My thinking was i could use the same process. THe only difference was that i would use the historical coin counts (maybe avg of coin counts) as the "container" for the sample to be taken from. (As i cannot take the sample from the container i have weights for). Would this work or is there a math principle i am missing?

THanks
• Jul 24th 2009, 05:28 AM
Rayford Booth
Oh, Also would more data points in the example be more helpful.

I graphed the dataset and come up with a R2 value of anywhere from .82 to .95. Is there something i can do it increase accuracy of the line of best fit?
• Jul 24th 2009, 06:40 AM
CaptainBlack
Quote:

Originally Posted by Rayford Booth
Oh, Also would more data points in the example be more helpful.

I graphed the dataset and come up with a R2 value of anywhere from .82 to .95. Is there something i can do it increase accuracy of the line of best fit?

That level of $r^2$ is pretty good.

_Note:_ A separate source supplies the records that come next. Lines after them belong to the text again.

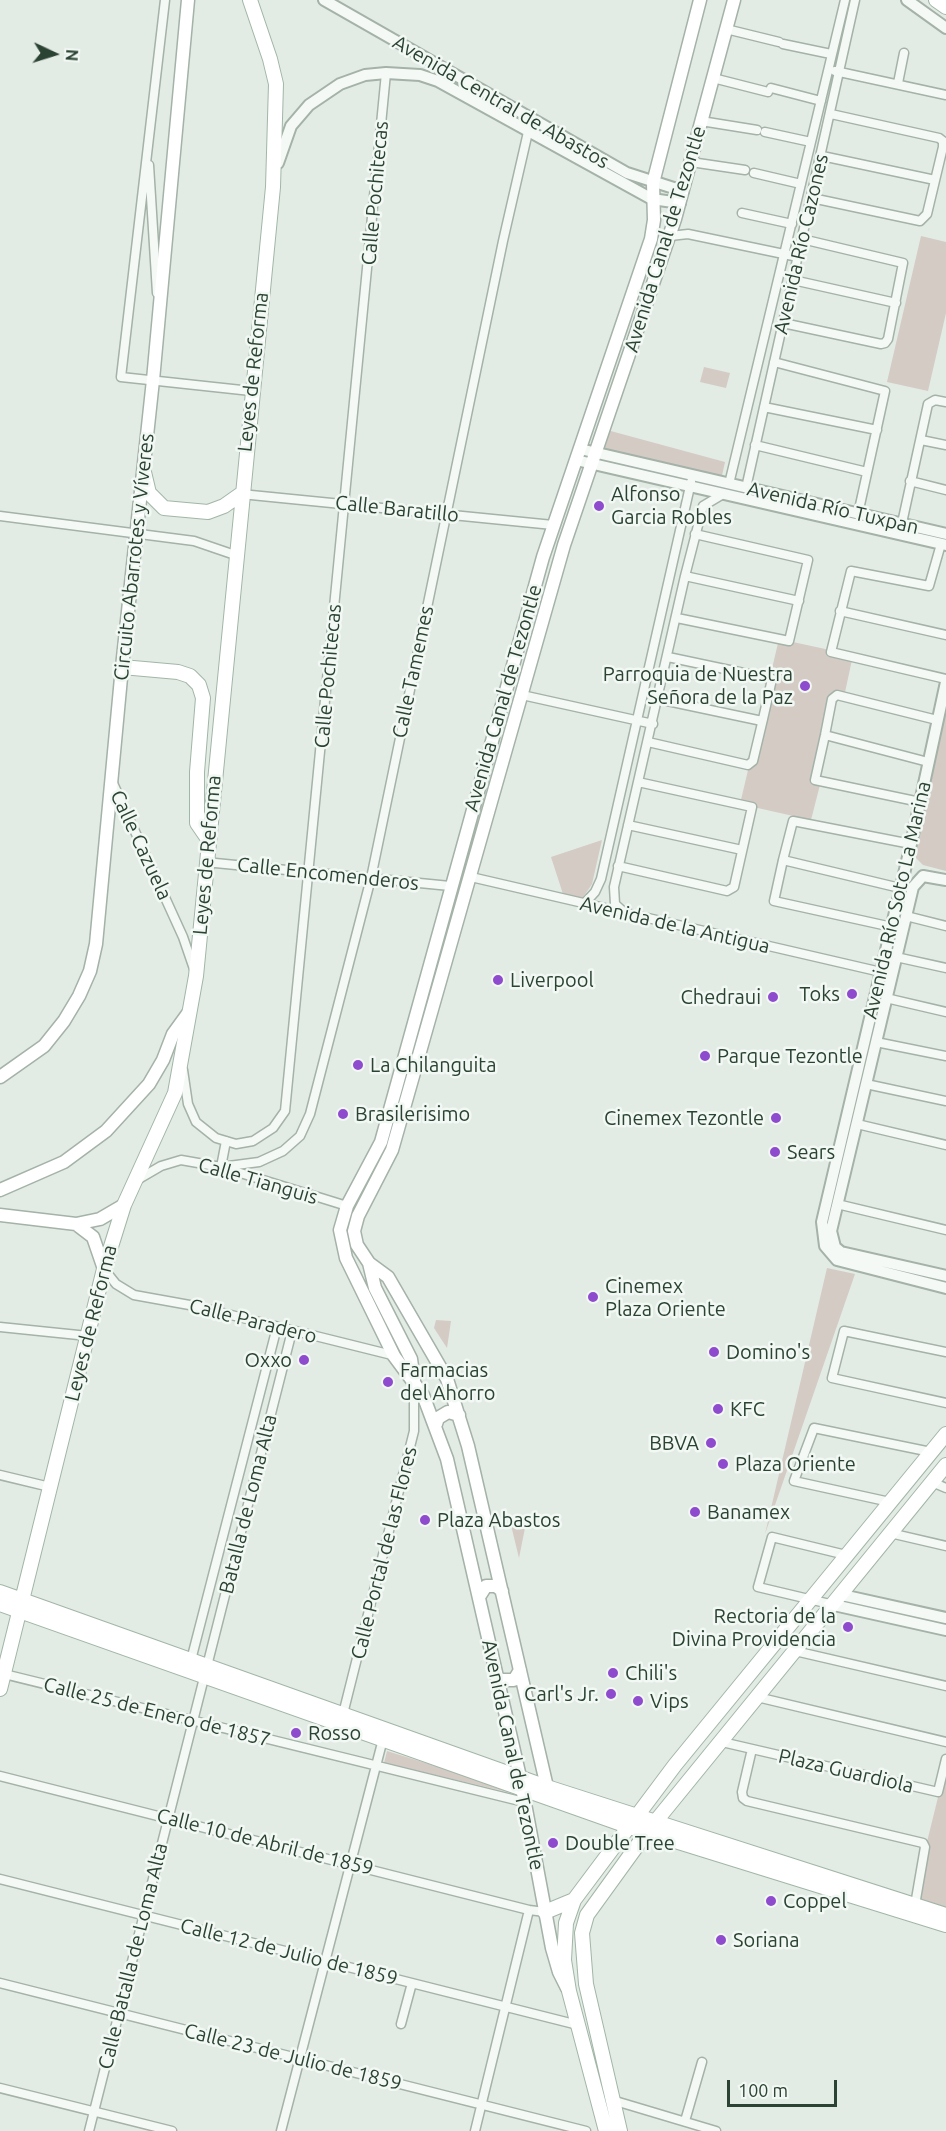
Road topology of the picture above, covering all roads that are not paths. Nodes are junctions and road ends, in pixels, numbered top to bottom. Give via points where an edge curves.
1 (165, 0) edge
2 (188, 0) edge
3 (250, 0) edge
4 (324, 0) edge
5 (700, 0) edge
6 (734, 0) edge
7 (845, 0) edge
8 (855, 0) edge
9 (907, 0) edge
10 (936, 0) edge
11 (946, 8) edge
12 (946, 28) edge
13 (726, 29) junction
14 (904, 53) dead end
15 (831, 54) junction
16 (828, 69) junction
17 (840, 72) junction
18 (386, 73) junction
19 (712, 78) junction
20 (898, 83) junction
21 (946, 95) edge
22 (820, 101) junction
23 (831, 114) junction
24 (701, 121) junction
25 (529, 124) junction
26 (811, 142) junction
27 (148, 147) junction
28 (822, 156) junction
29 (691, 162) junction
30 (745, 170) dead end
31 (754, 173) dead end
32 (935, 180) junction
33 (653, 183) junction
34 (801, 184) junction
35 (273, 187) junction
36 (682, 197) junction
37 (652, 198) junction
38 (812, 198) junction
39 (742, 213) dead end
40 (675, 219) junction
41 (792, 224) junction
42 (688, 234) junction
43 (670, 236) junction
44 (802, 239) junction
45 (784, 254) junction
46 (798, 257) junction
47 (793, 280) junction
48 (896, 303) junction
49 (158, 321) junction
50 (783, 323) junction
51 (774, 362) junction
52 (153, 380) junction
53 (251, 391) junction
54 (946, 402) edge
55 (764, 407) junction
56 (877, 430) junction
57 (921, 440) junction
58 (946, 445) edge
59 (755, 446) junction
60 (593, 459) junction
61 (576, 460) junction
62 (867, 471) junction
63 (144, 472) junction
64 (587, 478) junction
65 (691, 481) junction
66 (910, 481) junction
67 (746, 488) junction
68 (726, 489) junction
69 (946, 490) edge
70 (241, 494) junction
71 (782, 502) junction
72 (344, 504) junction
73 (860, 505) dead end
74 (446, 514) junction
75 (0, 516) edge
76 (902, 523) junction
77 (553, 525) junction
78 (136, 533) junction
79 (695, 534) junction
80 (944, 541) edge
81 (235, 555) junction
82 (685, 576) junction
83 (798, 601) junction
84 (840, 611) junction
85 (676, 618) junction
86 (946, 635) edge
87 (668, 657) junction
88 (122, 667) junction
89 (946, 681) edge
90 (522, 695) junction
91 (658, 699) junction
92 (637, 720) junction
93 (937, 720) junction
94 (762, 721) junction
95 (652, 724) junction
96 (825, 735) junction
97 (648, 742) junction
98 (928, 762) junction
99 (112, 781) junction
100 (638, 782) junction
101 (920, 802) junction
102 (628, 825) junction
103 (208, 839) junction
104 (911, 844) junction
105 (742, 850) junction
106 (908, 857) junction
107 (783, 860) junction
108 (206, 862) junction
109 (618, 866) junction
110 (309, 872) junction
111 (923, 876) junction
112 (471, 877) junction
113 (370, 878) junction
114 (946, 880) edge
115 (450, 886) junction
116 (900, 888) junction
117 (584, 904) junction
118 (627, 914) junction
119 (906, 916) junction
120 (946, 926) edge
121 (892, 927) junction
122 (896, 957) junction
123 (946, 968) edge
124 (881, 972) junction
125 (196, 976) junction
126 (886, 998) junction
127 (191, 1010) junction
128 (946, 1012) edge
129 (876, 1042) junction
130 (946, 1056) edge
131 (182, 1063) junction
132 (0, 1077) edge
133 (866, 1084) junction
134 (946, 1101) edge
135 (857, 1124) junction
136 (226, 1141) junction
137 (946, 1145) edge
138 (222, 1167) junction
139 (137, 1180) junction
140 (0, 1190) edge
141 (837, 1204) junction
142 (124, 1205) junction
143 (347, 1206) junction
144 (0, 1215) edge
145 (827, 1223) junction
146 (76, 1224) junction
147 (946, 1230) edge
148 (369, 1263) junction
149 (104, 1269) junction
150 (946, 1276) edge
151 (946, 1288) edge
152 (0, 1327) edge
153 (277, 1327) junction
154 (292, 1331) junction
155 (88, 1336) junction
156 (946, 1352) edge
157 (394, 1356) junction
158 (411, 1359) junction
159 (414, 1381) junction
160 (946, 1403) edge
161 (459, 1415) junction
162 (436, 1424) junction
163 (946, 1434) edge
164 (931, 1452) junction
165 (946, 1465) edge
166 (0, 1475) edge
167 (932, 1482) junction
168 (50, 1487) junction
169 (946, 1488) edge
170 (479, 1493) junction
171 (456, 1499) junction
172 (890, 1502) junction
173 (890, 1533) junction
174 (946, 1546) edge
175 (846, 1555) junction
176 (501, 1591) junction
177 (0, 1592) edge
178 (813, 1595) junction
179 (478, 1597) junction
180 (838, 1600) junction
181 (0, 1604) edge
182 (21, 1605) junction
183 (946, 1618) edge
184 (946, 1630) edge
185 (795, 1651) junction
186 (190, 1665) junction
187 (520, 1670) junction
188 (206, 1671) junction
189 (2, 1673) edge
190 (496, 1676) junction
191 (946, 1686) edge
192 (0, 1689) edge
193 (757, 1697) junction
194 (342, 1719) junction
195 (193, 1721) junction
196 (383, 1739) junction
197 (722, 1742) junction
198 (946, 1742) edge
199 (752, 1749) junction
200 (946, 1759) edge
201 (375, 1767) junction
202 (0, 1776) edge
203 (547, 1787) junction
204 (522, 1790) junction
205 (168, 1818) junction
206 (631, 1821) junction
207 (651, 1828) junction
208 (349, 1864) junction
209 (0, 1879) edge
210 (574, 1900) junction
211 (915, 1905) junction
212 (529, 1910) junction
213 (545, 1912) junction
214 (946, 1915) edge
215 (144, 1916) junction
216 (946, 1925) edge
217 (325, 1962) junction
218 (0, 1983) edge
219 (412, 1983) junction
220 (569, 1990) junction
221 (505, 2008) junction
222 (119, 2014) junction
223 (401, 2024) dead end
224 (578, 2025) junction
225 (300, 2059) junction
226 (702, 2062) dead end
227 (0, 2088) edge
228 (612, 2100) junction
229 (482, 2104) junction
230 (94, 2111) junction
231 (685, 2121) junction
232 (89, 2131) edge
233 (172, 2131) edge
234 (281, 2131) edge
235 (475, 2131) edge
236 (586, 2131) edge
237 (606, 2131) edge
238 (620, 2131) edge
239 (715, 2131) edge

1 - 27 street
2 - 49 main road, Circuito Abarrotes y Víveres
3 - 35 main road, Leyes de Reforma via 276,84
4 - 25 street, Avenida Central de Abastos
5 - 33 main road, Avenida Canal de Tezontle
6 - 13 main road, Avenida Canal de Tezontle
7 - 15 street, Avenida Río Cazones
8 - 17 street, Avenida Río Cazones
9 - 12 street
10 - 11 main road
13 - 15 street
13 - 19 main road, Avenida Canal de Tezontle
14 - 20 street
15 - 16 street, Avenida Río Cazones
16 - 17 street
16 - 22 street, Avenida Río Cazones
17 - 20 street
17 - 23 street, Avenida Río Cazones
18 - 25 street, Avenida Central de Abastos via 420,75 438,81
18 - 35 street, Avenida Central de Abastos via 340,84 309,105 291,126 281,149
18 - 72 street, Calle Pochitecas
19 - 22 street
19 - 24 main road, Avenida Canal de Tezontle
20 - 21 street
22 - 26 street, Avenida Río Cazones
23 - 28 street, Avenida Río Cazones
23 - 32 street via 939,138 943,147
24 - 26 street
24 - 29 main road, Avenida Canal de Tezontle
25 - 33 street, Avenida Central de Abastos
25 - 37 street, Avenida Central de Abastos
25 - 74 street, Calle Tamemes
26 - 34 street, Avenida Río Cazones
27 - 49 street
27 - 52 street via 121,377
28 - 32 street
28 - 38 street, Avenida Río Cazones
29 - 30 street
29 - 36 main road, Avenida Canal de Tezontle
31 - 34 street
32 - 38 street via 927,214 920,221
33 - 36 street, Avenida Central de Abastos
33 - 37 main road, Avenida Canal de Tezontle
34 - 41 street, Avenida Río Cazones
35 - 53 main road, Leyes de Reforma
36 - 37 street, Avenida Central de Abastos
36 - 40 main road, Avenida Canal de Tezontle
37 - 61 main road, Avenida Canal de Tezontle via 651,239
38 - 44 street, Avenida Río Cazones
39 - 41 street
40 - 42 street
40 - 43 main road, Avenida Canal de Tezontle
41 - 45 street, Avenida Río Cazones
42 - 43 street
42 - 45 street
43 - 60 main road, Avenida Canal de Tezontle
44 - 46 street, Avenida Río Cazones
44 - 48 street via 900,261 904,268
45 - 46 street
45 - 68 street, Avenida Río Cazones
46 - 47 street, Avenida Río Cazones
47 - 48 street
47 - 50 street, Avenida Río Cazones
48 - 50 street via 885,343
49 - 52 main road, Circuito Abarrotes y Víveres
50 - 51 street, Avenida Río Cazones
51 - 55 street, Avenida Río Cazones
51 - 56 street via 885,391
52 - 53 street
52 - 63 main road, Circuito Abarrotes y Víveres
53 - 70 main road, Leyes de Reforma
54 - 57 street via 935,400 928,404
55 - 56 street
55 - 59 street, Avenida Río Cazones
56 - 62 street
57 - 58 street
57 - 66 street
59 - 62 street
59 - 67 street, Avenida Río Cazones
60 - 61 street, Avenida Río Tuxpan
60 - 64 main road, Avenida Canal de Tezontle
60 - 65 street, Avenida Río Tuxpan
61 - 64 main road
61 - 77 main road, Avenida Canal de Tezontle
62 - 73 street
63 - 70 main road via 149,493 164,508 208,512
63 - 78 main road, Circuito Abarrotes y Víveres
64 - 90 main road, Avenida Canal de Tezontle
65 - 68 street, Avenida Río Tuxpan
65 - 92 street
66 - 69 street
66 - 76 street
67 - 68 street, Avenida Río Tuxpan
67 - 71 street, Avenida Río Tuxpan
68 - 71 street, Avenida Río Tuxpan
68 - 79 street via 703,506
70 - 72 street, Calle Baratillo
70 - 81 main road, Leyes de Reforma
71 - 76 street, Avenida Río Tuxpan
71 - 80 street, Avenida Río Tuxpan
72 - 74 street, Calle Baratillo
72 - 110 street, Calle Pochitecas
74 - 77 street, Calle Baratillo
74 - 113 street, Calle Tamemes
75 - 78 street
76 - 80 street, Avenida Río Tuxpan
77 - 115 main road, Avenida Canal de Tezontle
78 - 81 street via 194,541
78 - 88 main road, Circuito Abarrotes y Víveres
79 - 82 street
79 - 83 street via 808,560
80 - 84 street via 930,586 851,571
81 - 103 main road, Leyes de Reforma
82 - 83 street
82 - 85 street
83 - 85 street via 789,641
84 - 86 street
84 - 89 street via 831,652
85 - 87 street
87 - 91 street
87 - 94 street via 772,679
88 - 99 main road, Circuito Abarrotes y Víveres
88 - 103 main road via 178,672 199,685 203,698 197,823
89 - 93 street, Avenida Río Soto La Marina
90 - 92 street
90 - 112 main road, Avenida Canal de Tezontle
91 - 94 street
91 - 95 street
92 - 95 street
92 - 117 street via 601,879
93 - 96 street via 834,696
93 - 98 street, Avenida Río Soto La Marina
94 - 97 street via 753,761 748,765
95 - 97 street
96 - 98 street
96 - 101 street via 815,780
97 - 100 street
98 - 101 street, Avenida Río Soto La Marina
99 - 125 street, Calle Cazuela via 183,937
99 - 132 main road, Circuito Abarrotes y Víveres via 90,971 69,1013 44,1046
100 - 102 street
100 - 105 street via 752,807
101 - 104 street, Avenida Río Soto La Marina
102 - 105 street
102 - 109 street
103 - 108 main road, Leyes de Reforma
104 - 106 street, Avenida Río Soto La Marina
104 - 107 street via 793,821
105 - 109 street via 734,887 727,891
106 - 111 street
106 - 116 street, Avenida Río Soto La Marina
107 - 116 street
107 - 121 street via 774,901
108 - 110 street, Calle Encomenderos
108 - 125 main road, Leyes de Reforma
109 - 118 street via 613,895 615,903
110 - 113 street, Calle Encomenderos
110 - 136 street, Calle Pochitecas via 285,1111 273,1128 254,1142
111 - 114 street
111 - 119 street, Avenida Río Soto La Marina via 913,887
112 - 117 street, Avenida de la Antigua
112 - 148 main road, Avenida Canal de Tezontle via 392,1150 355,1222 354,1238
113 - 115 street, Calle Encomenderos
113 - 138 street, Calle Tamemes via 310,1114 300,1136 283,1151 259,1162
115 - 143 main road, Avenida Canal de Tezontle via 381,1142
116 - 121 street, Avenida Río Soto La Marina
117 - 118 street, Avenida de la Antigua
118 - 124 street, Avenida de la Antigua
119 - 120 street
119 - 122 street, Avenida Río Soto La Marina
121 - 124 street, Avenida Río Soto La Marina
122 - 123 street
122 - 126 street, Avenida Río Soto La Marina
124 - 145 street, Avenida Río Soto La Marina
125 - 127 main road, Leyes de Reforma
126 - 128 street
126 - 129 street, Avenida Río Soto La Marina
127 - 131 main road, Leyes de Reforma
127 - 140 main road via 173,1034 149,1084 106,1131 64,1162
129 - 130 street
129 - 133 street, Avenida Río Soto La Marina
131 - 136 street via 188,1104 196,1122
131 - 139 main road, Leyes de Reforma via 175,1093
133 - 134 street
133 - 135 street, Avenida Río Soto La Marina
135 - 137 street
135 - 141 street, Avenida Río Soto La Marina
136 - 138 street
138 - 139 street, Calle Tianguis via 181,1160
138 - 143 street, Calle Tianguis
139 - 142 main road, Leyes de Reforma
141 - 145 street, Avenida Río Soto La Marina
141 - 147 street
142 - 146 main road via 100,1219
142 - 149 main road, Leyes de Reforma
143 - 157 main road, Avenida Canal de Tezontle via 340,1230 341,1243
144 - 146 main road
145 - 150 street via 832,1241 841,1252
145 - 151 street via 825,1246 837,1260
146 - 149 main road via 93,1238
148 - 158 main road, Avenida Canal de Tezontle via 375,1288
148 - 161 main road, Avenida Canal de Tezontle via 388,1277 416,1323 447,1378
149 - 153 street, Calle Paradero via 116,1284 134,1295
149 - 155 main road, Leyes de Reforma
152 - 155 street
153 - 154 street, Calle Paradero
153 - 186 street, Batalla de Loma Alta
154 - 157 street, Calle Paradero
154 - 188 street, Batalla de Loma Alta
155 - 168 main road, Leyes de Reforma
156 - 160 street via 844,1331 832,1378
157 - 158 street, Calle Paradero
157 - 159 main road, Avenida Canal de Tezontle
158 - 159 main road, Avenida Canal de Tezontle
159 - 162 main road, Avenida Canal de Tezontle
159 - 194 street, Calle Portal de las Flores via 414,1431
161 - 162 main road via 448,1412
161 - 170 main road, Avenida Canal de Tezontle
162 - 171 main road, Avenida Canal de Tezontle
163 - 164 main road
164 - 172 main road
164 - 172 street via 814,1428 794,1481
165 - 167 main road
166 - 168 street
167 - 169 street
167 - 173 main road
168 - 182 main road, Leyes de Reforma
170 - 171 main road via 469,1502
170 - 176 main road, Avenida Canal de Tezontle
171 - 179 main road, Avenida Canal de Tezontle
172 - 175 main road
173 - 174 street
173 - 180 main road
175 - 178 main road
175 - 178 street via 771,1537 758,1587
176 - 179 main road via 496,1586 486,1586
176 - 187 main road, Avenida Canal de Tezontle
177 - 182 main road
178 - 180 street
178 - 206 main road
179 - 190 main road, Avenida Canal de Tezontle
180 - 183 street
180 - 184 street
180 - 185 main road
181 - 182 main road
182 - 186 main road
182 - 189 main road, Leyes de Reforma
185 - 191 street
185 - 193 main road
186 - 188 main road
187 - 190 main road via 508,1682
187 - 203 main road, Avenida Canal de Tezontle
188 - 194 main road
188 - 195 street, Calle Batalla de Loma Alta
189 - 192 main road, Leyes de Reforma
189 - 195 street, Calle 25 de Enero de 1857
190 - 204 main road, Avenida Canal de Tezontle
193 - 197 main road
193 - 198 street
194 - 196 main road
194 - 204 main road
195 - 201 street, Calle 25 de Enero de 1857
195 - 205 street, Calle Batalla de Loma Alta
196 - 201 street
196 - 204 main road
197 - 199 street, Plaza Guardiola
197 - 207 main road
199 - 200 street, Plaza Guardiola via 938,1792
199 - 211 street via 742,1792 747,1801 924,1843
201 - 204 street, Calle 25 de Enero de 1857
201 - 208 street
202 - 205 street, Calle 10 de Abril de 1859
203 - 204 main road
203 - 206 main road
204 - 206 main road
204 - 213 main road, Avenida Canal de Tezontle
205 - 208 street, Calle 10 de Abril de 1859
205 - 215 street, Calle Batalla de Loma Alta
206 - 207 main road
206 - 210 main road
207 - 211 main road
207 - 216 main road
207 - 228 main road via 587,1916 582,1933 592,2015
208 - 212 street, Calle 10 de Abril de 1859
208 - 217 street
209 - 215 street, Calle 12 de Julio de 1859
210 - 213 main road
210 - 220 main road via 563,1942
211 - 214 main road
212 - 213 street, Calle 10 de Abril de 1859
212 - 221 street
213 - 220 main road, Avenida Canal de Tezontle via 559,1972
215 - 217 street, Calle 12 de Julio de 1859
215 - 222 street, Calle Batalla de Loma Alta
217 - 219 street, Calle 12 de Julio de 1859
217 - 225 street
218 - 222 street, Calle 23 de Julio de 1859
219 - 221 street, Calle 12 de Julio de 1859
219 - 223 street
220 - 224 main road, Avenida Canal de Tezontle
221 - 224 street, Calle 12 de Julio de 1859
221 - 229 street
222 - 225 street, Calle 23 de Julio de 1859
222 - 230 street, Calle Batalla de Loma Alta
224 - 237 main road, Avenida Canal de Tezontle
225 - 229 street, Calle 23 de Julio de 1859
225 - 234 street
226 - 231 street
227 - 230 street
228 - 231 street
228 - 238 main road
229 - 235 street
229 - 236 street, Calle 23 de Julio de 1859
230 - 232 street, Calle Batalla de Loma Alta
230 - 233 street
231 - 239 street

If all you are going to measure is the weight The only way to improve the fit of the model to the data is to change the model. It might be that a non-linear model might be better, but I really can't tell you how to proceed without seeing the data, exploratory data analysis is not reducable to a set of rules.

CB
• Jul 24th 2009, 06:45 AM
Rayford Booth
How much data do you need to see?

My concern/thinking here is that the coin values can cause many different values. For example a box of 0.25 and a box of 1.00 coins can have a similar weight but be very different in value.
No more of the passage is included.